• _How to complete this task_:
Compute how many lines in the entries below include the string "Tawny". Only the number is wanted.

• _Records shown_:

________________

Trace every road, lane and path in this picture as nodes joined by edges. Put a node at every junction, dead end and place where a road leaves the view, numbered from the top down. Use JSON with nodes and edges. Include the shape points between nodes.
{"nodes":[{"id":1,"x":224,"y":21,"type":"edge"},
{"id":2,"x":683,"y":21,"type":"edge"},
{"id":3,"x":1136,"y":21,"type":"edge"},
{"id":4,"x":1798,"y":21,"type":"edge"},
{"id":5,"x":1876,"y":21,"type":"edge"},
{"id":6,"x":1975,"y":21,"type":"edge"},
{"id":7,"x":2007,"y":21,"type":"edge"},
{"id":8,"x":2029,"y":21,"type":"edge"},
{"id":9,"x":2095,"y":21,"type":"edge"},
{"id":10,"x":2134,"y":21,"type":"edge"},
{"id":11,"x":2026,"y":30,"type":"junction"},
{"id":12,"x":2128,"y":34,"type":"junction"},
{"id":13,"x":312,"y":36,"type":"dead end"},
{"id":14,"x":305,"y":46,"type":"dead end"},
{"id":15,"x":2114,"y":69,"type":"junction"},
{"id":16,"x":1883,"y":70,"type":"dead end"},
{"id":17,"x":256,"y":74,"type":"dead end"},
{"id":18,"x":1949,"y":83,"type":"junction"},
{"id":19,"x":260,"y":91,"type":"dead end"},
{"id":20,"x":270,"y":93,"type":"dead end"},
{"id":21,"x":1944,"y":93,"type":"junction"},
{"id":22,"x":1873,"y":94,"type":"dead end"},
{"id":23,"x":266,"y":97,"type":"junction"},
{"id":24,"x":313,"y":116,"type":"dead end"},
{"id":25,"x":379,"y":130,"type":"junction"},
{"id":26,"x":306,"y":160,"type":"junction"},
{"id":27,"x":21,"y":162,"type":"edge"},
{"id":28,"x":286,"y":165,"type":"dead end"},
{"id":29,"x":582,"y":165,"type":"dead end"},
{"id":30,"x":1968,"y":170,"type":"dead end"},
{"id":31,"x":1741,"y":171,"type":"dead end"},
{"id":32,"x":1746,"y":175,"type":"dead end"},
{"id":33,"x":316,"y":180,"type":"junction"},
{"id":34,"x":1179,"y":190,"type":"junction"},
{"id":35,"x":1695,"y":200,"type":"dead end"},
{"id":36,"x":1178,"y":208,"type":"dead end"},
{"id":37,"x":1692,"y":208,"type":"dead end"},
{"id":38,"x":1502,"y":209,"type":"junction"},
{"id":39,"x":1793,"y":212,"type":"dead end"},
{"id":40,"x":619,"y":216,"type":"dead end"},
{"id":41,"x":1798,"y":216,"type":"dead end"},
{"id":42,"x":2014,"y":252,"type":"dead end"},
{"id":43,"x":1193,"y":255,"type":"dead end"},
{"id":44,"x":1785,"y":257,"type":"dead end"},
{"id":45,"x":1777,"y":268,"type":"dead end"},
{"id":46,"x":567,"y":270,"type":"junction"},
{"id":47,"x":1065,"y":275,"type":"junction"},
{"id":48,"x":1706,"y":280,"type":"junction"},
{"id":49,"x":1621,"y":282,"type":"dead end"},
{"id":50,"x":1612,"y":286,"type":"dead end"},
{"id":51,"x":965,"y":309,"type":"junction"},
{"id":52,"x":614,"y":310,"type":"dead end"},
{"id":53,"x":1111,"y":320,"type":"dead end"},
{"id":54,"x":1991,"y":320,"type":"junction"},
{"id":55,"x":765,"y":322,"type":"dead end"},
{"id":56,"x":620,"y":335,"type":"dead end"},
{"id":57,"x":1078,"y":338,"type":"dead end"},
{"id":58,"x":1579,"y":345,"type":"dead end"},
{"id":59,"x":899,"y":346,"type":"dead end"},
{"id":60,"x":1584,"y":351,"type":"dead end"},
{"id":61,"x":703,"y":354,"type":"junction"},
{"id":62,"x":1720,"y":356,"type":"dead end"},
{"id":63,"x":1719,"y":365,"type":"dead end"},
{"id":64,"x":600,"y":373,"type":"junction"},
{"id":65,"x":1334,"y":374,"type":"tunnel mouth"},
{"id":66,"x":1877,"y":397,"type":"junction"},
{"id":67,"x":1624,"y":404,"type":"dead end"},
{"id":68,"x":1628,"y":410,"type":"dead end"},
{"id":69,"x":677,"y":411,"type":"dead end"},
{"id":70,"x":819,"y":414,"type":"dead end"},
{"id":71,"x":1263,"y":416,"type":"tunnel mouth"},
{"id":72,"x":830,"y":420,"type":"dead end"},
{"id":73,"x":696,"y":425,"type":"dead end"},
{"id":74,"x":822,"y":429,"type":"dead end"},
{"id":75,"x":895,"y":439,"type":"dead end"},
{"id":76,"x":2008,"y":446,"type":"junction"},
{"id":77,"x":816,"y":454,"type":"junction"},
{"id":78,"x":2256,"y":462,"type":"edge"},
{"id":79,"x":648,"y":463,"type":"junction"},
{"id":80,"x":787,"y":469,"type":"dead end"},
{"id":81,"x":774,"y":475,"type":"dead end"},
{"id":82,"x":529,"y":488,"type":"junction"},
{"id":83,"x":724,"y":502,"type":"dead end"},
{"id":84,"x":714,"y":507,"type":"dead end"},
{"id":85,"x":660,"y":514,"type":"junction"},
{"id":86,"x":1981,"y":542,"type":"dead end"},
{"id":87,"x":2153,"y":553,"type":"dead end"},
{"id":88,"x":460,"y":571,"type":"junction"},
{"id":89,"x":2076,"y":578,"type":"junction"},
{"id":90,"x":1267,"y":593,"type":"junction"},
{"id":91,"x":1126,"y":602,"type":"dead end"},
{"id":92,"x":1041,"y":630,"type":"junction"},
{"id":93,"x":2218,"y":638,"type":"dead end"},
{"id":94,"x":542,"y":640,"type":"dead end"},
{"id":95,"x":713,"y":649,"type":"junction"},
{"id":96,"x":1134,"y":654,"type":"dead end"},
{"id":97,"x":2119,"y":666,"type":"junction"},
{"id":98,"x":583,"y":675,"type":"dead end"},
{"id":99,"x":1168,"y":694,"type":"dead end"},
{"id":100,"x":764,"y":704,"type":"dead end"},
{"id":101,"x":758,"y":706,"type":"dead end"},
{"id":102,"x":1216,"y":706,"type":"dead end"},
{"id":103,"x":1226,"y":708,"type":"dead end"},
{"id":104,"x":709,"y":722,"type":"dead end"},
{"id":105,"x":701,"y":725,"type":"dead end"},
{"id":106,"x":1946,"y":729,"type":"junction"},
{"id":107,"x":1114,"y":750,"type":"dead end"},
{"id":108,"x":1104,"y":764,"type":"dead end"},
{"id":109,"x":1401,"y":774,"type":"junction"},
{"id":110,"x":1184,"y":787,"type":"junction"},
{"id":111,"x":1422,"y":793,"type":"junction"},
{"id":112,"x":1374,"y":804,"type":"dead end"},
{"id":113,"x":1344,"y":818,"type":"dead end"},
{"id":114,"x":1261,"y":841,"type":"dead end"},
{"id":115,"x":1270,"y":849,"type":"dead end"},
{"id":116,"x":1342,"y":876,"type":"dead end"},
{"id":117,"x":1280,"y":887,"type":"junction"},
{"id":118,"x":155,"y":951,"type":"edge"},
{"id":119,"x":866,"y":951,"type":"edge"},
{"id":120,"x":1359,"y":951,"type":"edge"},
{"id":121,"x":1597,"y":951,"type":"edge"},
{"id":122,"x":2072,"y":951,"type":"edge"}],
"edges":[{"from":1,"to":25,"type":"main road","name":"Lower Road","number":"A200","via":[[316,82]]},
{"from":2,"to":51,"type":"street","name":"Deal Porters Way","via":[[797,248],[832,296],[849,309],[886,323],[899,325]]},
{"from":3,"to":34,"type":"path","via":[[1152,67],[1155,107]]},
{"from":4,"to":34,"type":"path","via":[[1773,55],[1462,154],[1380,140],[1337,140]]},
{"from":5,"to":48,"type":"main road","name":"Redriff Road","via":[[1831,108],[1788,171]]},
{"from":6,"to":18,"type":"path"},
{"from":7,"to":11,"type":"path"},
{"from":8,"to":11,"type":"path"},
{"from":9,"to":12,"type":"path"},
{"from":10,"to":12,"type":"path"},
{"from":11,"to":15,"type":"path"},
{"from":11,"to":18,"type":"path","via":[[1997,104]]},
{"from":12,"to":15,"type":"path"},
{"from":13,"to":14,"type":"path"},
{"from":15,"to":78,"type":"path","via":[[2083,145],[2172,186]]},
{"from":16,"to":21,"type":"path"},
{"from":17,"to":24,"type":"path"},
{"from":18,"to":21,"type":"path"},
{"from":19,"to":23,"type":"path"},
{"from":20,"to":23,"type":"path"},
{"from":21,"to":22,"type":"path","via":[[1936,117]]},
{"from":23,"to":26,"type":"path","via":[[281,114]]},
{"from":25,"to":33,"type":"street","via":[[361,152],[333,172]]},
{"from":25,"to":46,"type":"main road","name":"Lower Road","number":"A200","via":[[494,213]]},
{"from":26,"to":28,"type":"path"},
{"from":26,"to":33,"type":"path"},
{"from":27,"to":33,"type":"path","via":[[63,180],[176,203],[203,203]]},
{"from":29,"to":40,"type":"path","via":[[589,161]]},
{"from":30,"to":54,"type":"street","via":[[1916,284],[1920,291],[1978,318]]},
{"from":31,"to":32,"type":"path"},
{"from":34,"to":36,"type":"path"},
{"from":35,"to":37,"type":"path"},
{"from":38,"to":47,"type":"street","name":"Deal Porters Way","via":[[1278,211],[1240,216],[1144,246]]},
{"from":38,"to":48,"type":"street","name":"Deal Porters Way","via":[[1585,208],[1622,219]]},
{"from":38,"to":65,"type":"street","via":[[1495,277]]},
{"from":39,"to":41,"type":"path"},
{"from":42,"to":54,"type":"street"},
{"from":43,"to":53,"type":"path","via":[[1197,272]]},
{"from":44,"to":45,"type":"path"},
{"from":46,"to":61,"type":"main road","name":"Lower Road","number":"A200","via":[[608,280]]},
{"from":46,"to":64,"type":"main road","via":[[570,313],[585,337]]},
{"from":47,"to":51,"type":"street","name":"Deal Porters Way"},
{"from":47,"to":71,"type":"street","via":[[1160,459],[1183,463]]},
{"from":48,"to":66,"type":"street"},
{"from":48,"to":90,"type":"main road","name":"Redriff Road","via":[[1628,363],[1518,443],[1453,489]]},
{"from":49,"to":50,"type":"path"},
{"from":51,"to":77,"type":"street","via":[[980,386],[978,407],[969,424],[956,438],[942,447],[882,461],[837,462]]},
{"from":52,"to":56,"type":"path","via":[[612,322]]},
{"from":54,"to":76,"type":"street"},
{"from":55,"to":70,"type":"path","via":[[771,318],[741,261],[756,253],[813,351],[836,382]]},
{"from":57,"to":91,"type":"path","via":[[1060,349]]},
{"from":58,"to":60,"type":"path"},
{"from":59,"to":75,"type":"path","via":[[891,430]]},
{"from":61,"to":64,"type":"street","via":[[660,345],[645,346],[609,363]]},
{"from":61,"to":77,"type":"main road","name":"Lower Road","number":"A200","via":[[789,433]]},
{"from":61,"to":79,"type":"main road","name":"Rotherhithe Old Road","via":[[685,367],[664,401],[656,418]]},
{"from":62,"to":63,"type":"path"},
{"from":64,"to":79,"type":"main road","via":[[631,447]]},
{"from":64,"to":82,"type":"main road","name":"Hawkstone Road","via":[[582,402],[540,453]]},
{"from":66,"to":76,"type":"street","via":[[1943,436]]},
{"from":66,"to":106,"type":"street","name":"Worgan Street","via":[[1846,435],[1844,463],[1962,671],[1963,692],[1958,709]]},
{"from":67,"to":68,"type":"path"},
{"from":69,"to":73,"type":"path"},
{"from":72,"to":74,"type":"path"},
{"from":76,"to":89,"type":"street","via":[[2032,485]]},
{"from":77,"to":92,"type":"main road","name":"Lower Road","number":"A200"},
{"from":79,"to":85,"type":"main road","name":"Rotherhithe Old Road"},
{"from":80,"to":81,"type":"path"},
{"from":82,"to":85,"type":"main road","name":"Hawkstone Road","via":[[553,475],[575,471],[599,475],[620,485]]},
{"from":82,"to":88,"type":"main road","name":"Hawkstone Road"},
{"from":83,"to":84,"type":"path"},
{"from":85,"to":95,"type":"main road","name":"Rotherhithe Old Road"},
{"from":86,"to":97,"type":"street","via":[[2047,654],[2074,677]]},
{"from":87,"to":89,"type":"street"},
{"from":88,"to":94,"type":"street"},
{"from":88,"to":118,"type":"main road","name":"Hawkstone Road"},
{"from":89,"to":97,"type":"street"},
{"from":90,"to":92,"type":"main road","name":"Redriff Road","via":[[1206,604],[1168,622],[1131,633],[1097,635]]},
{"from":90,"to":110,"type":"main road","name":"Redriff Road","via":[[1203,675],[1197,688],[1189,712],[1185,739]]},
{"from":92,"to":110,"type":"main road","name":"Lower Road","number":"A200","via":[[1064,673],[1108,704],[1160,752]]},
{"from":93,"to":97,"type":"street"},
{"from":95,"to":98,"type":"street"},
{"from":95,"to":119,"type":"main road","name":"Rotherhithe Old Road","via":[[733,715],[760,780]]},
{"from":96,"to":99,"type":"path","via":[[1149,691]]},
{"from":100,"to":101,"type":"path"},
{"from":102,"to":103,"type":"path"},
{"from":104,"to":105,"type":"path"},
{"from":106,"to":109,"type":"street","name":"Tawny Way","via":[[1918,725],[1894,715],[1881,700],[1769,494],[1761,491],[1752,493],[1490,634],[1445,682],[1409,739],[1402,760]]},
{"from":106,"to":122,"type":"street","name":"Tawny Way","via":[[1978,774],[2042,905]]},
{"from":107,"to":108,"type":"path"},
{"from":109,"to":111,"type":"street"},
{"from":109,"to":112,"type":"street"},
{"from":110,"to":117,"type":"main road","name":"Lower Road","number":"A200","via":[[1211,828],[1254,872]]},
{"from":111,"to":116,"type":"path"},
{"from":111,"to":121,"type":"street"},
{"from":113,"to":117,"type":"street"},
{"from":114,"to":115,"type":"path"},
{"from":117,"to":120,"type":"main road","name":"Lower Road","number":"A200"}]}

________________

• _Solution to the problem_:
2